We kidnapped Bija Sass for the day, since she had been working about 16 hours a day for the past 70 or so days in a row. She needed a break, and a long twin otter flight seemed just the ticket.
At the Pole, we had time to get the whole group - John, Mark, Jeff, Tanya, Bija, and myself over to the ceremonial pole marker. It was my second time at the pole, and I had yet to get my "Hero Shot" (photo sans vetements) at the pole. We only had 20 minutes to take a few snaps before the tanks were full and we were off to Hatcher.
When we landed, we realized small crevasses riddled the blue ice. Safely taxiing the otter close to moraine was difficult. We parked in a relatively crevasse-free zone, collected some exquisite chunks of granite, and flew about 10 miles further to the other side of the bluffs, where we found mainly Ferrar and Beacon.
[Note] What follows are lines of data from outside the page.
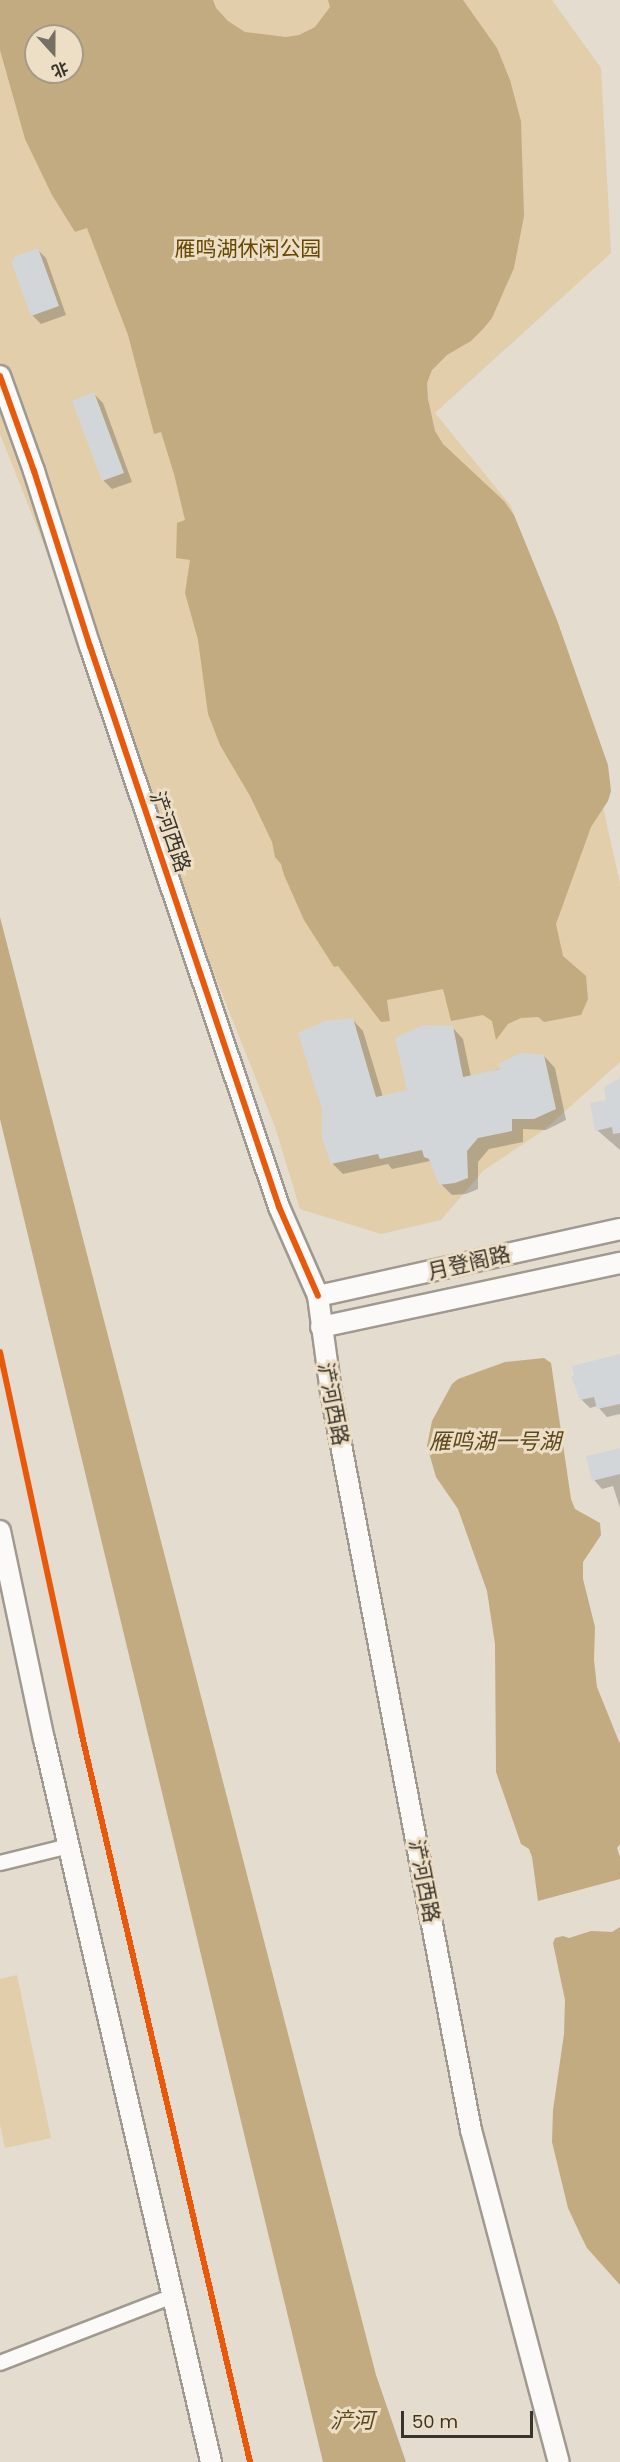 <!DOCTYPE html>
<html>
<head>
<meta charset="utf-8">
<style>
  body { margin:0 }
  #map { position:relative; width:620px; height:2462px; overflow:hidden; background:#e4dccf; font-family:Poppins,"Noto Sans SC",sans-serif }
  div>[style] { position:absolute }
  .green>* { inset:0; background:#e2ceab }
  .water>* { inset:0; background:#c3ab81 }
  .shadow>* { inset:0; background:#0003 }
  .building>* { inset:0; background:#d3d6d8 }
  .roads { filter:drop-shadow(2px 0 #a0998f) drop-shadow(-2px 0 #a0998f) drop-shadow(0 2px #a0998f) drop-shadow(0 -2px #a0998f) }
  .street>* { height:14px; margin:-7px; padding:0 7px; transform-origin:7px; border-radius:7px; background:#fbfaf8 }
  .secondary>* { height:20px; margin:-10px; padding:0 10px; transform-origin:10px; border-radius:10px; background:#fbfaf8 }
  .cycleway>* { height:6px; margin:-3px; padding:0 3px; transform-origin:3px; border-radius:3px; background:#e8590c }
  span { translate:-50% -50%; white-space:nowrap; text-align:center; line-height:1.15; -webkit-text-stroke:6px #eddec6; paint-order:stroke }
  .park-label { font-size:21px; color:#674800 }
  .street-label { font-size:21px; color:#39342a }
  .water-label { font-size:22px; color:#5d471c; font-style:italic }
  .north { position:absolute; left:24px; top:24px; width:60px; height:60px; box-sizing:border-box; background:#eddec6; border:2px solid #a59a88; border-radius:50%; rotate:159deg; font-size:16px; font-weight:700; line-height:24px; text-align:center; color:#39342a }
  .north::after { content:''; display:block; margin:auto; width:21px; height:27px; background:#756f64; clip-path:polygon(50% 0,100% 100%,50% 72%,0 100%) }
  .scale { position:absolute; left:401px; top:2411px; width:132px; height:27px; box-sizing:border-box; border:3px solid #39342a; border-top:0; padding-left:8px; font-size:18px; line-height:21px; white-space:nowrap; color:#39342a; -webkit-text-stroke:4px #eddec6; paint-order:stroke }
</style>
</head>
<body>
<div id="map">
  <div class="green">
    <div style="clip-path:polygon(evenodd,0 0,552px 0,601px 68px,611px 253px,435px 413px,511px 506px,599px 789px,620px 883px,620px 1062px,544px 1130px,483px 1171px,441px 1220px,381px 1234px,300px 1209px,275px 1127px,0 434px,0 0,36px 36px,72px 36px,72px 72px,36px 72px,36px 36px)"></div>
    <div style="clip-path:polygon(17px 1975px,51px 2138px,5px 2148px,0 2124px,0 1979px)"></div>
  </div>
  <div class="water">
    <div style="clip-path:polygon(evenodd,0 0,213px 0,216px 8px,228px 21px,245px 32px,286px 37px,299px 35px,315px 27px,330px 7px,328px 0,463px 0,497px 48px,510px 80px,521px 121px,524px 216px,514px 268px,492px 318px,483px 329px,471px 341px,447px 355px,432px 370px,427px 383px,428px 399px,435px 431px,443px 444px,504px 501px,514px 515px,557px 620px,608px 765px,611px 791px,608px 801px,591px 827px,556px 924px,563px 956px,586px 976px,588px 999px,581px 1015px,544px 1022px,538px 1017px,521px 1018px,508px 1024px,496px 1040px,492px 1021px,483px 1015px,451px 1021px,443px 989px,387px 1000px,390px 1021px,381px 1022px,338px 966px,334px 967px,304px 920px,284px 875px,281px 864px,275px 857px,272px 842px,250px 796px,220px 745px,208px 714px,198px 640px,185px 593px,190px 560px,176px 558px,177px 523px,185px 520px,174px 474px,161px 432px,154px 434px,128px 335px,87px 228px,75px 232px,52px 195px,25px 139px,0 50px,0 0,36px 36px,72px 36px,72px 72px,36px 72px,36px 36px)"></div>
    <div style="clip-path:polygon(0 917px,376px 2375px,406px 2462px,323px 2462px,0 1119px)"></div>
    <div style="clip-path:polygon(544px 1358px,551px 1363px,571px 1499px,575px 1509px,600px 1523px,601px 1535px,583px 1562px,583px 1579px,595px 1627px,594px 1660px,597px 1687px,620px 1744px,620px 1844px,617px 1848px,620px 1857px,620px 1879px,538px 1901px,532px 1857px,529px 1849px,521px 1844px,496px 1772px,495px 1644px,487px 1591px,458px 1509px,436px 1477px,427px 1446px,432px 1421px,452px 1384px,458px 1379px,505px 1362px)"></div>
    <div style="clip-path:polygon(620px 1927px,620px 2285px,587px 2248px,581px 2236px,568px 2208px,552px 2142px,553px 2110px,564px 2034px,565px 2000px,553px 1943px,555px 1938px,563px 1936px,569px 1938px,591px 1931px,612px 1932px)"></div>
  </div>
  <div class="shadow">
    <div style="clip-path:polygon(38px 250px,46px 258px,66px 315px,41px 324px,32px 315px)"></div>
    <div style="clip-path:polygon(94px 394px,103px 403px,132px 482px,112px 489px,104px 481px,74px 402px)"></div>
    <div style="clip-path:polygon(352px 1019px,363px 1031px,383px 1097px,409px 1091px,452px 1027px,463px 1039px,471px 1077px,544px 1056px,555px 1068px,566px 1120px,546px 1130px,523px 1129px,523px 1142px,489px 1149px,478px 1162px,478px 1189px,466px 1194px,452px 1195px,441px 1184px,430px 1161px,392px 1169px,388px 1164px,343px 1174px,332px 1163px)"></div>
    <div style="clip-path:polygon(620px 1080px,620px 1150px,597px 1130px)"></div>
    <div style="clip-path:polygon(620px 1355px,620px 1414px,607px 1417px,597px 1406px,590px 1408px,581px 1399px)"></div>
    <div style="clip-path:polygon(620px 1449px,620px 1508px,613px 1486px,602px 1489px,594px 1480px)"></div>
  </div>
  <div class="building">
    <div style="clip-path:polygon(38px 248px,59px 306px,31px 316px,11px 261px,15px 260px,14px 257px)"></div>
    <div style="clip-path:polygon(94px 392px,124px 473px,102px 481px,72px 401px)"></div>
    <div style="clip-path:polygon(353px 1018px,376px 1097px,407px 1090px,395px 1038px,423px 1025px,453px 1026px,463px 1077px,500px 1069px,498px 1064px,521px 1053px,544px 1055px,556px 1109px,534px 1119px,512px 1119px,512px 1131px,478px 1138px,467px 1151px,468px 1178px,455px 1183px,439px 1185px,429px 1159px,424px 1157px,422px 1150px,380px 1159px,378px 1154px,331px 1164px,322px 1138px,322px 1109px,298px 1033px,325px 1021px)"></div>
    <div style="clip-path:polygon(620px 1078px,620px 1133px,613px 1134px,612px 1127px,595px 1131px,590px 1103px,606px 1100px,604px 1087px)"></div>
    <div style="clip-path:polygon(620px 1354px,620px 1404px,597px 1409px,594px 1397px,580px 1400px,571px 1376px,574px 1376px,572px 1366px)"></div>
    <div style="clip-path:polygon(620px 1448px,620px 1474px,592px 1481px,586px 1456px)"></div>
  </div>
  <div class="roads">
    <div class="street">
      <div style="left:0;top:1863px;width:71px;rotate:-13.8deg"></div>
      <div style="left:0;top:2363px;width:186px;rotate:-21.2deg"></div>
    </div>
    <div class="secondary">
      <div style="left:0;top:376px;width:101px;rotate:70.3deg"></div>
      <div style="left:34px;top:471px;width:184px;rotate:72.3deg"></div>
      <div style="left:90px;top:646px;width:592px;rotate:71.38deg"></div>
      <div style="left:279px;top:1207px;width:97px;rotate:66.3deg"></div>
      <div style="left:318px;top:1296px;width:97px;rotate:82.3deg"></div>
      <div style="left:331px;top:1392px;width:751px;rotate:79.26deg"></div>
      <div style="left:471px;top:2130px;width:343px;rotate:75.2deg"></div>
      <div style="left:318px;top:1296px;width:309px;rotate:-12.5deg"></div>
      <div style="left:321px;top:1327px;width:306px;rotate:-12.1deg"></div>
      <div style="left:0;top:1531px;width:213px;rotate:78.1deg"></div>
      <div style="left:44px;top:1739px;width:742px;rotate:76.99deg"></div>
    </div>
  </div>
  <div class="cycleway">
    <div style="left:0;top:376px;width:101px;rotate:70.3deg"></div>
    <div style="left:34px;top:471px;width:184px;rotate:72.3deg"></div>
    <div style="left:90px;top:646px;width:592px;rotate:71.38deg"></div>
    <div style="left:279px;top:1207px;width:97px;rotate:66.3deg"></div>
    <div style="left:0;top:1352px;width:388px;rotate:77.9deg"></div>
    <div style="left:81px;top:1731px;width:750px;rotate:76.98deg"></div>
  </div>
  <div class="park-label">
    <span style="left:248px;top:249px">雁鸣湖休闲公园</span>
  </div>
  <div class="street-label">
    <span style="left:170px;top:832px;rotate:71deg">浐河西路</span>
    <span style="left:469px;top:1263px;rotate:-13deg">月登阁路</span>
    <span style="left:333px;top:1404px;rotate:79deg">浐河西路</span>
    <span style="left:424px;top:1881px;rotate:79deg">浐河西路</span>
  </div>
  <div class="water-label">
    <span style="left:495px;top:1442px">雁鸣湖一号湖</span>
    <span style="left:352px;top:2421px">浐河</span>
  </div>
  <div class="north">北</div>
  <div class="scale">50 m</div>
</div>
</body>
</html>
There were just enough samples collected to call the day a success, and we were off the deck and airborne as soon as possible, so that John and Braden didn't exceed their duty hours for the day.
Back to the pole with half a tank of gas, and stomachs on empty. We dined in one of the world's most expensive cafeterias (I shudder at the cost of flying frozen cauliflower and salmon from NZ to the southernmost semi-permanent base on earth), and had real ice cream (South Pole ice cream is way better than McMurdo frosty boy, if anyone is curious) and I ducked out after dinner, stripped down to my birthday suit, and got some hero shot snaps that will probably stay hidden on my hard drive until I attempt to run for president in 2024.
When we arrived back at CTAM at 10:00pm, we all released a collective sigh. The 2010/11 field season was in the bag. John and the crew had their samples, and I had my four scientists safely retured to McMurdo. I only had a couple weeks to vacation in New Zealand and Australia before "winter" would control my life back here in France.